We have a Java, Kotlin, Python, .NET complete enough, and a Ruby version in progress. Also a wish for another 6 language versions. I'd call these ports, but that's not right as each should be idiomatic to the language in question.

While test-engineers wanting to deploy Selenium-leveraging builds in the future could do the necessary setup, it might be cool if Selenium had its own capability for record/playback of HTTP conversations into this new markdown spec.

I don't know how capable the interception of HTTP traffic would be for browser-centric Selenium. Specifically, could it intercept third-party API calls too? Like firebase. And what would that mean if parallelization of requests is common in browser apps, and Servirtium wants to put requests in series for "tight" test sequences. To explain that, Selenium has waitFor functionality that can be cross-cutting or specific to operations, but Servirtium does not.

An example of something that Servirtium chokes on is where it attempts to be a man in the middle for this - http://www.todobackend.com/specs/index.html?http://todo-backend-sinatra.herokuapp.com/todos. That Jasmine test suite has subtle parallelization, and Servirtium chokes 3/4 of the way through in playback mode.
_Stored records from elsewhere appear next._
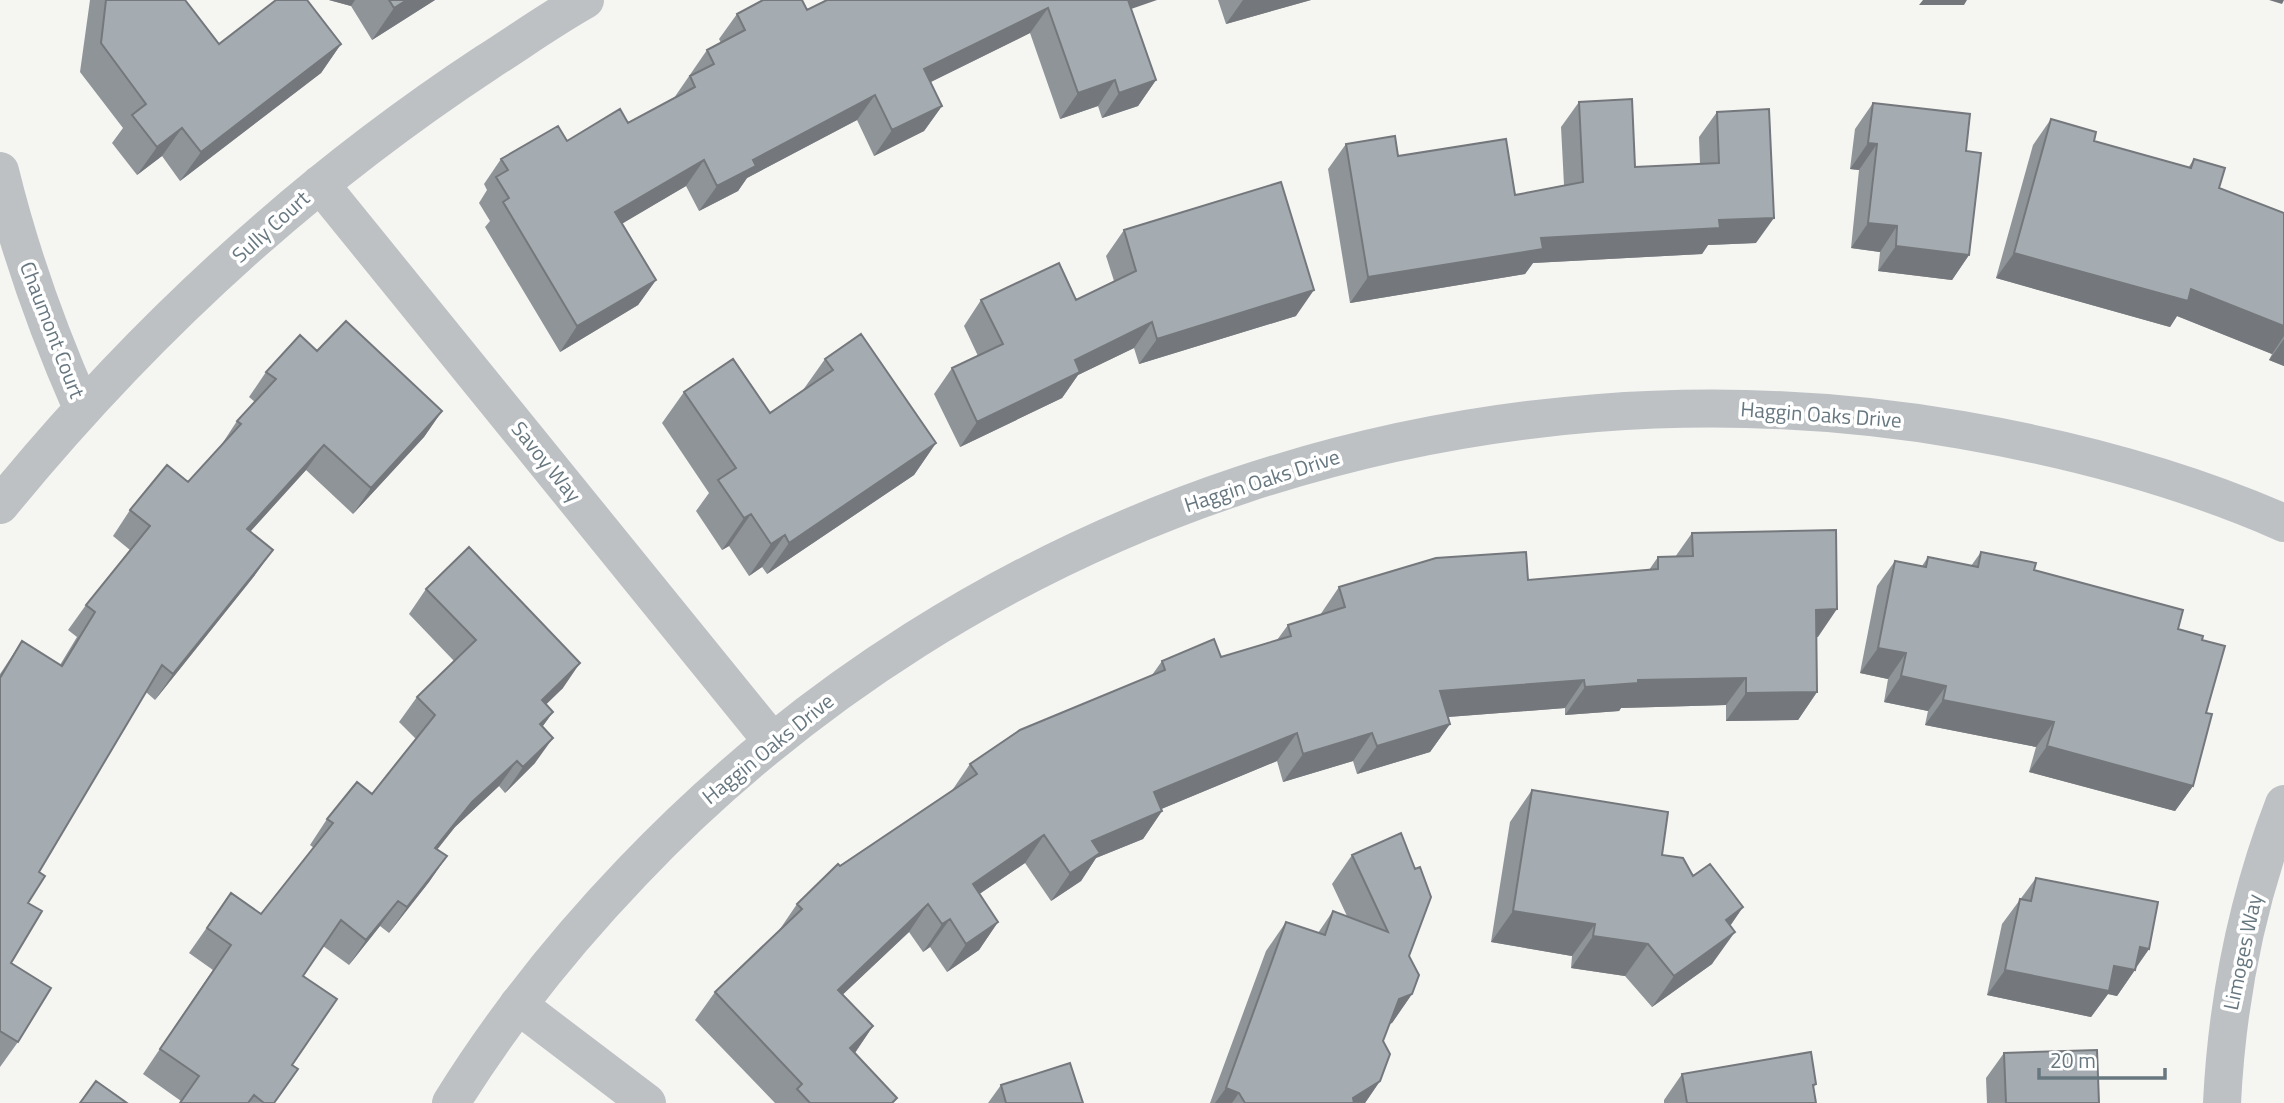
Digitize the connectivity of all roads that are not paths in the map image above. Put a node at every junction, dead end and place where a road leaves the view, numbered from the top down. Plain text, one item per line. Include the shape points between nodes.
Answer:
1 (585, 0) edge
2 (0, 171) edge
3 (320, 184) junction
4 (82, 408) junction
5 (0, 505) edge
6 (2284, 523) edge
7 (772, 741) junction
8 (2284, 804) edge
9 (518, 1005) junction
10 (451, 1103) edge
11 (647, 1103) edge
12 (2222, 1103) edge

1 - 3 street, Sully Court via 437,95
2 - 4 street, Chaumont Court via 21,252
3 - 4 street, Sully Court via 176,312
3 - 7 street, Savoy Way
4 - 5 street, Sully Court
6 - 7 street, Haggin Oaks Drive via 2155,475 2029,442 1900,420 1768,409 1664,409 1534,418 1406,439 1305,464 1203,497 1094,542 967,607 879,661
7 - 9 street, Haggin Oaks Drive via 675,827 585,922
8 - 12 street, Limoges Way via 2241,946 2225,1045
9 - 10 street, Haggin Oaks Drive
9 - 11 street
In case anyone knew anyone who'd be willing to get involved with a language non-port, then here's the guide - https://github.com/servirtium/README/blob/master/starting-a-new-implementation.md. This in addition to thinking/discussion around future Selenium support for the spec.

- Paul

Context: I'm Selenium v1.0 co-creator in 2004 - Selenium-RC specifically and he who organized ThoughtWorkers around the four initial languages: Java, Ruby, C# and Python (and the COMET wire protocol). In 2020 it's nearer 10 languages needed of course.